### Requirement
Would you please copy each line of the data in which the string "Lake" occurs?
═════ Excerpted records
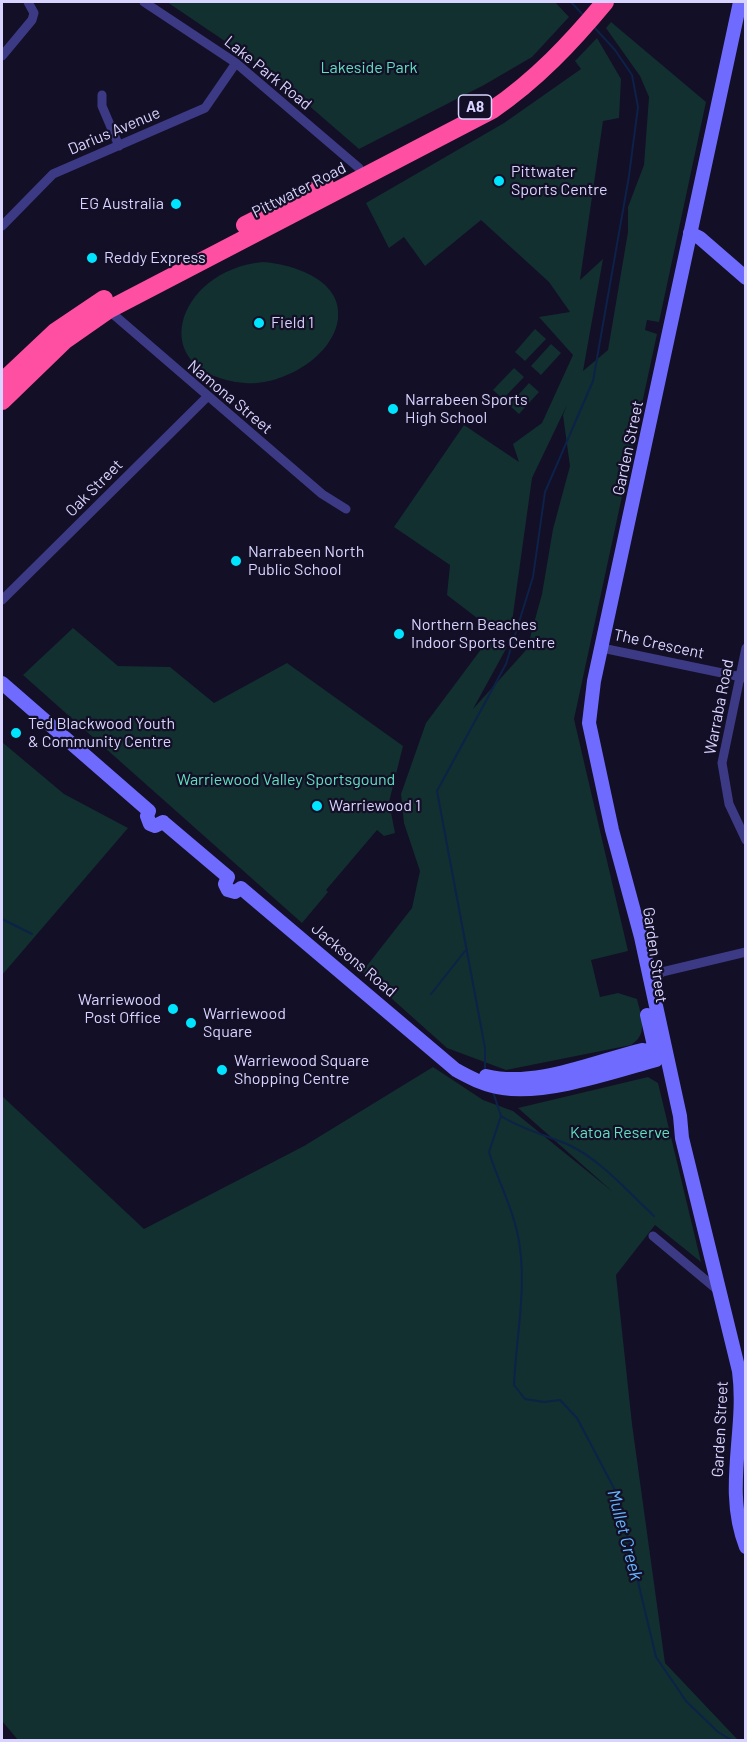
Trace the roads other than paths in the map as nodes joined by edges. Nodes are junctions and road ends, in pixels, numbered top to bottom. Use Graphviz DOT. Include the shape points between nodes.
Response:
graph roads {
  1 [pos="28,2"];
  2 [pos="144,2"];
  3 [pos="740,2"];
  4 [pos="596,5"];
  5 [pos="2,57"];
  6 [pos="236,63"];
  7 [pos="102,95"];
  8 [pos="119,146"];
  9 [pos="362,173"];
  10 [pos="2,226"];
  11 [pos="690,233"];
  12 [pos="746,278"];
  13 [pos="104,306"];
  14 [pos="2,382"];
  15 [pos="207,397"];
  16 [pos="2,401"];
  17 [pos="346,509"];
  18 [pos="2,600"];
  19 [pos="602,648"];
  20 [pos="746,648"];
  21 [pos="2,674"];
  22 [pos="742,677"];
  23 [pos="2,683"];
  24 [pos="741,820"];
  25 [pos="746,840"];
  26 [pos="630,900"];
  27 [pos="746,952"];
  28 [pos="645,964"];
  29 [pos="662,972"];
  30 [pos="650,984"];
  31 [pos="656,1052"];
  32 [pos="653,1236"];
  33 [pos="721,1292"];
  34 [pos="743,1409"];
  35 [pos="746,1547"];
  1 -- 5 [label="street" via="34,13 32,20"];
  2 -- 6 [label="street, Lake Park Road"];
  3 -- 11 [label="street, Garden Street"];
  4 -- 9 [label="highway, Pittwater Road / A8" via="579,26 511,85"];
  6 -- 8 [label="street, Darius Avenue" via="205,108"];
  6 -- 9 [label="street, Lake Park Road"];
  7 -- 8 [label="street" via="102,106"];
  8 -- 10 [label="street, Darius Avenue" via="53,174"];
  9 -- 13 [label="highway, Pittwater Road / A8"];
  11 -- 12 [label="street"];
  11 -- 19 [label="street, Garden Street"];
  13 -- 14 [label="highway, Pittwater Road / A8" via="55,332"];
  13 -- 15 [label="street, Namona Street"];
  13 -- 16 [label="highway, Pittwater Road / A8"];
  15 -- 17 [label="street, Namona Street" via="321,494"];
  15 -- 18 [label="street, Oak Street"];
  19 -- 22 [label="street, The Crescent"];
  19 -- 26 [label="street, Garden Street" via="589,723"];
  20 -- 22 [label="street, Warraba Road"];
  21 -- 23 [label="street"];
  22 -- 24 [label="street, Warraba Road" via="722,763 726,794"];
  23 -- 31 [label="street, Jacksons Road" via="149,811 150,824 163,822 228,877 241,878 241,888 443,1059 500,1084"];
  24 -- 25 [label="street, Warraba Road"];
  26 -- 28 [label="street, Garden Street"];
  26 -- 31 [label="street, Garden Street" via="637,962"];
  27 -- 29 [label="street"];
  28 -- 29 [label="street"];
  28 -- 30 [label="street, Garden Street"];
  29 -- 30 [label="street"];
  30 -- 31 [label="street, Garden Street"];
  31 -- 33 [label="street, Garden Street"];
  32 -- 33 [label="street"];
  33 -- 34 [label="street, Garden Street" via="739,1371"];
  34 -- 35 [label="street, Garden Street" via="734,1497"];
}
══════════
### Exercise output
  2 -- 6 [label="street, Lake Park Road"];
  6 -- 9 [label="street, Lake Park Road"];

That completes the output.